Jerome Powell a Zurigo interviene nel dibattito sulle criptovalute

Nel corso di un forum tenutosi a Zurigo nella giornata di ieri il presidente della FED, Jerome Powell, ha avuto l’occasione di entrare nel merito del dibattito sulle criptovalute che sta animando mezzo mondo e lo ha fatto, chiaramente non avremmo potuto aspettarci altro, entrando a gamba tesa sulla questione; dopo aver ribadito che la Federal Reserve sta monitorando attentamente il mercato delle valute virtuali, Powell ha affermato di essere convinto che non ci sarà alcun lancio di CBDC nel prossimo futuro.

bitcoin da satellite

Jerome Powell dice la sua sulle criptovalute

Già qui il presidente della FED sembra prendere un abbaglio clamoroso; sappiamo infatti che sono numerosi gli stati che stanno lavorando all’emissione di questi strumenti, alcuni dei quali sono attesi già per la prima metà del 2020. Esiste, chiaramente, la possibilità che il presidente della FED sappia qualcosa di cui noi siamo all’oscuro, ma fino a prova contraria, stando alle notizie attualmente disponibili, possiamo continuare a sostenere che se il 2018 è stato l’anno delle stablecoin con ogni probabilità il 2020 sarà l’anno delle CBDC. Proseguendo nel suo intervento Powell ha avuto modo di prendere un altro granchio, di quelli pesanti, nel momento in cui, a supporto della tesi che non ci sarà alcuna emissioni di criptovalute garantite dalle banche centrali, ha affermato che nessuno è pronto al lancio di tali strumenti per il semplice motivo che avrebbero bisogno di tutt’altre basi in termini di sicurezza informatica dal momento che un conto è contraffare una valuta cartacea, tutt’altra cosa hackerare una valuta virtuale e creare, con un computer, tutte le monete che ti pare.

Qui, ragazzi, si apre un mondo, anzi tutto perché le monete cartacee sono tutt’altro che impossibili da contraffare ed in secondo luogo per il famoso scandalo delle Supernotes; riprendendo il filo del discorso (a beneficio di chi non ne avesse mai sentito parlare) da anni circolano voci secondo cui sarebbero state trafugate delle matrici che permettono di stampare dollari e che siano in circolazione miliardi di dollari falsi ma impossibili da distinguere da quelli reali se non attraverso i numeri di serie. Si vocifera da tempo (anche se in molti hanno bollato la cosa come una bufala) che esista a Pyongsong (in Corea del Nord) una vera e propria zecca che stampa biglietti da 100$ usando le matrici originali ed accumulando interi bancali di banconote che poi permetterebbero (il condizionale è d’obbligo) alla Corea del Nord di eludere facilmente le sanzioni americane. Nella storia, che è molto complessa, è finito coinvolto anche un italiano (ex agente dei servizi e collaboratore della CIA) e Alberto Simoni ci ha scritto anche un libro (potete cliccare qui se volete approfondire).

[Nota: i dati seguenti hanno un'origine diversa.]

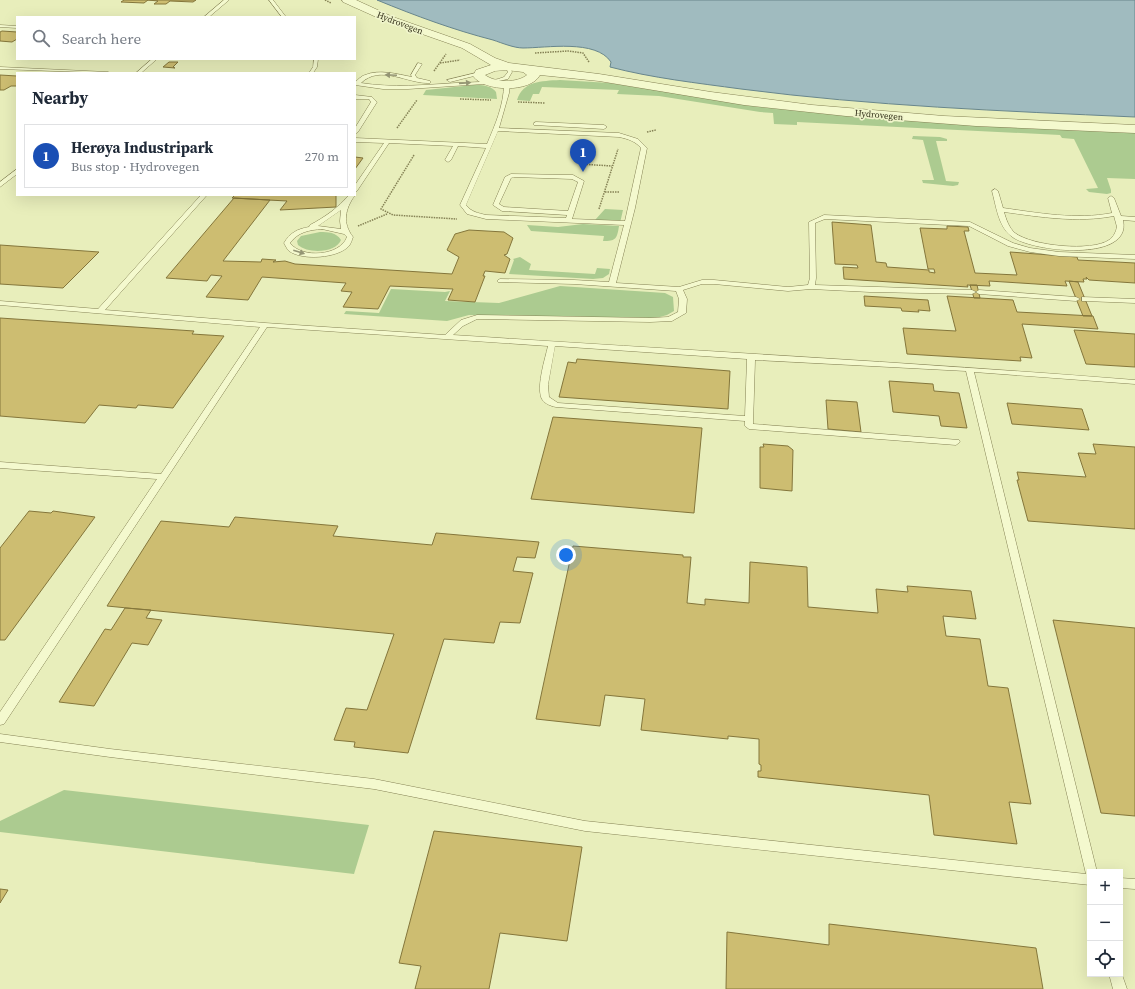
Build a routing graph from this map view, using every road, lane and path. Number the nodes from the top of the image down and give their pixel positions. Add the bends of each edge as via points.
1 (227, 0) edge
2 (271, 0) edge
3 (347, 0) edge
4 (207, 16) edge
5 (283, 16) edge
6 (0, 26) edge
7 (16, 27) edge
8 (455, 43) junction
9 (444, 51) dead end
10 (529, 54) dead end
11 (154, 60) edge
12 (316, 60) edge
13 (420, 64) dead end
14 (590, 65) dead end
15 (507, 66) junction
16 (0, 68) edge
17 (378, 68) dead end
18 (86, 72) edge
19 (139, 72) edge
20 (312, 72) edge
21 (433, 74) dead end
22 (528, 75) junction
23 (368, 76) junction
24 (483, 76) junction
25 (415, 78) junction
26 (428, 82) junction
27 (356, 84) edge
28 (507, 84) junction
29 (356, 97) edge
30 (418, 97) dead end
31 (536, 124) dead end
32 (604, 127) dead end
33 (495, 129) junction
34 (1135, 129) edge
35 (356, 130) edge
36 (656, 130) dead end
37 (627, 137) junction
38 (356, 140) edge
39 (388, 142) junction
40 (456, 145) junction
41 (489, 146) junction
42 (448, 160) dead end
43 (16, 172) edge
44 (0, 185) edge
45 (356, 189) edge
46 (995, 191) dead end
47 (203, 196) edge
48 (351, 196) edge
49 (1111, 198) dead end
50 (346, 203) junction
51 (1000, 209) junction
52 (387, 213) dead end
53 (571, 213) junction
54 (1118, 216) junction
55 (1135, 218) edge
56 (568, 221) junction
57 (595, 223) junction
58 (627, 223) junction
59 (306, 230) junction
60 (345, 232) junction
61 (1135, 257) edge
62 (500, 281) dead end
63 (612, 285) junction
64 (811, 287) junction
65 (679, 289) junction
66 (1076, 299) dead end
67 (1084, 299) dead end
68 (1135, 302) edge
69 (0, 303) edge
70 (100, 311) junction
71 (265, 325) junction
72 (447, 337) junction
73 (552, 344) junction
74 (751, 357) junction
75 (970, 369) junction
76 (1135, 382) edge
77 (750, 419) junction
78 (956, 442) dead end
79 (0, 465) edge
80 (163, 477) junction
81 (0, 722) edge
82 (0, 738) edge
83 (1090, 869) edge
84 (1087, 880) edge
85 (1123, 883) edge
86 (1135, 884) edge
87 (1117, 977) edge
88 (1120, 989) edge

1 - 4 lane
2 - 5 lane
3 - 8 street, Hydrovegen via 389,19
6 - 7 lane
8 - 15 street, Hydrovegen
8 - 24 street, Hydrovegen via 476,58
9 - 21 path via 446,54
10 - 14 path via 574,51 584,54
11 - 19 lane
12 - 20 lane via 316,67
13 - 25 lane via 414,72
15 - 22 street
15 - 24 street via 492,68
16 - 18 lane
17 - 23 lane
22 - 28 street
22 - 34 street, Hydrovegen via 626,83 735,100 840,112
25 -> 23 lane
23 - 27 lane
24 - 26 lane
27 -> 24 lane via 374,88 400,88
24 - 28 street
25 - 26 lane
26 - 27 lane
28 - 33 lane via 506,101
29 - 35 lane via 374,100
30 - 39 path
31 - 32 lane
33 - 37 lane
33 - 41 lane
36 - 37 path
37 - 57 path via 620,140
37 - 58 lane via 638,141 644,148
38 - 39 lane
39 - 40 lane
39 - 45 lane
40 - 41 lane
40 - 42 lane
41 - 56 lane via 464,205 465,210 486,217
43 - 44 lane
46 - 51 lane
47 - 70 lane
48 - 50 lane
49 - 54 lane
50 - 59 lane
50 - 60 lane via 343,219
51 - 54 lane via 1080,218
51 - 54 lane via 1008,230 1019,239 1033,244 1064,247 1090,246 1112,241 1121,225
52 - 60 path
53 - 53 lane via 581,180 573,177 513,175 508,177 496,205 502,209
53 - 56 lane
54 - 55 lane
56 - 57 lane
57 - 58 lane
58 - 63 lane
59 - 60 lane via 326,228
59 -> 60 lane via 289,238 288,247 294,252 329,253 346,246 350,241
61 - 64 lane via 1026,249 1014,246 970,224 824,217 812,222
62 - 63 lane
63 - 65 lane
64 - 65 lane via 782,289 702,282
64 - 66 lane via 976,292
65 - 72 lane via 683,299 682,313 668,319 477,317 458,324
67 - 68 lane
69 - 70 lane
70 - 71 lane
71 - 72 lane
71 - 80 lane
72 - 73 lane
73 - 74 lane
73 - 77 lane via 544,392 548,401 583,408
74 - 75 lane
74 - 77 lane
75 - 76 lane
75 - 83 lane
77 - 78 lane via 750,426
79 - 80 lane
80 - 81 lane
82 - 84 lane via 374,784 585,826
85 - 86 lane
87 - 88 lane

Non solo, però, Powell ci riempie di chiacchiere nel momento in cui glorifica l’efficienza della valuta di carta, ma dimostra anche di non conoscere la tecnologia nel momento in cui parla del rischio della doppia spesa; come noto, infatti, il senso della blockchain è proprio evitare questo tipo di problema e lo fa per mezzo dei protocolli di consenso. Non basta, come qualunque appassionato di cripto sa, un hacker con un computer per fare l’operazione di cui parla Powell (tanto più se la moneta in questione è bitcoin) ma occorre sferrare un attacco 50%+1, cosa che per una moneta come BTC appare sostanzialmente impossibile; il presidente della FED, quindi, ha perso una chiara occasione per tacere dal momento che, parlando, ha solo dimostrato la sua sconfinata ignoranza sul tema e legittimato la sfiducia crescente nei confronti dell’istituzione che rappresenta.

Quale fiducia, infatti, si potrebbe mai avere in un’istituzione che dichiara di monitorare con accuratezza un fenomeno ma che poi dimostra di non comprenderlo? Chiaramente nessuna. Powell poi è intervenuto anche sulla questione libra, ribadendo ciò che in più circostanze le autorità statunitensi hanno già avuto modo di ripetere e cioè che, nonostante non abbiano giurisdizione sul progetto (la libra association ha infatti sede a Ginevra), hanno comunque diversi margini di intervento per bloccare una moneta che non ha fornito le rassicurazioni richieste in diverse occasioni sia da un punto di vista prettamente economico e monetario, sia per quel che riguarda la tutela della privacy degli utenti.